1. Introduction

Cephalocele refers to the extracranial herniation of intracranial structures through a defect in the cranium [1,2]. Cephalocele can be classified based on the defect location as anterior or posterior and on the type of protruding structures through this defect as meningoencephalocele (cerebrospinal fluid (CSF), brain tissue and meninges), meningocele (CSF and meninges), atretic (dura, fibrous and degenerated brain tissue) and gliocele (CSF-containing glial-lined cyst) [1,2]. Multiple congenital central nervous system anomalies are reported in association with cephalocele including, but not limited to, Chiari malformation, corpus callosum agenesis, microcephaly, schizencephaly, thalamic fusion, Dandy-Walker malformation and Walker-Warburg syndrome [2]. The prognosis of patients with cephalocele depends on multiple factors that can be determined by imaging studies including the location and size of the defect, herniated contents, the presence of hydrocephalus and associated malformations [3]. For instance, the presence of hydrocephalus was found to be associated with worse neurological outcome [2]. The classification of Chiari malformations has evolved over time since the original description by Chiari with multiple overlapping imaging features [4]. The herniation of posterior fossa contents along with low occipital and high cervical cephalocele is usually reported as Chiari III malformation [5,6]. However, many radiologists tend to be more descriptive of the Chiari II-like findings associated with occipital cephalocele rather than classifying these cases as a discrete entity of Chiari III malformation.
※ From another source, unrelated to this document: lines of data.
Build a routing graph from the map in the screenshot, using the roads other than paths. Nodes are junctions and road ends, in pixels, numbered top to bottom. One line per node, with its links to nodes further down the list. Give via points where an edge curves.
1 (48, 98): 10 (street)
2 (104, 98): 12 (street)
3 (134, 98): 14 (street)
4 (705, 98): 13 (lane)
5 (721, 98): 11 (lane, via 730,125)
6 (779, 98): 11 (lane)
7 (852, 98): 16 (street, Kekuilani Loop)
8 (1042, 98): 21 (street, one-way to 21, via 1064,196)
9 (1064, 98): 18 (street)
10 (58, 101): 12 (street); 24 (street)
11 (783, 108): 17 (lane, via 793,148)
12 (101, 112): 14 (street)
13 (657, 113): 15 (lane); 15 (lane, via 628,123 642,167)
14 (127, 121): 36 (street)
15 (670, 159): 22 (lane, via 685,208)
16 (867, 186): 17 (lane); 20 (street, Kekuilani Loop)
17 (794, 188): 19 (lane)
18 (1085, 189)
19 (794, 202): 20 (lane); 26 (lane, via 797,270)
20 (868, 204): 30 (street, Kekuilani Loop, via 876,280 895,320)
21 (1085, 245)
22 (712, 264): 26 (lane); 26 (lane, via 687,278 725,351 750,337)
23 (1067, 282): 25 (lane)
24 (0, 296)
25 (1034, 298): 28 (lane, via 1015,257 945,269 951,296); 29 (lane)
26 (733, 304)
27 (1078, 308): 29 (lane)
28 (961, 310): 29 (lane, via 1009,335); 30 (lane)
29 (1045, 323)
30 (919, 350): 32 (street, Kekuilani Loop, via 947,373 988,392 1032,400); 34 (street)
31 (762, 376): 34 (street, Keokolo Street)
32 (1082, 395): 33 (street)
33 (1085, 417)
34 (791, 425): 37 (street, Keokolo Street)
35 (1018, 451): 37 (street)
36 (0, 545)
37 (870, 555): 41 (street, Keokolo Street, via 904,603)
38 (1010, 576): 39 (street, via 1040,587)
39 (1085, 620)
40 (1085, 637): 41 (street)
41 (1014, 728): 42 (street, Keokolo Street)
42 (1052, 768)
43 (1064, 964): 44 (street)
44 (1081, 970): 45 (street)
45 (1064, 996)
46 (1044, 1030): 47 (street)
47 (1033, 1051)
In our institution, we noticed that some of these patients have “acquired” Chiari II-like findings (low positioning of the cerebellar tonsils) on their follow up scan. Hence, the aim of this study is to determine the frequency of Chiari II-like neuroimaging findings in pediatric patients with cephalocele and to evaluate the radiologic and clinical outcome after surgical repair of cephalocele as well as to assess the proposed suggestion that Chiari II-like findings are part of an acquired dynamic deformation sequence rather than a primary malformation.

2. Materials And Methods

The study was approved by the Institutional Review Board of our institution and patient consent was waived.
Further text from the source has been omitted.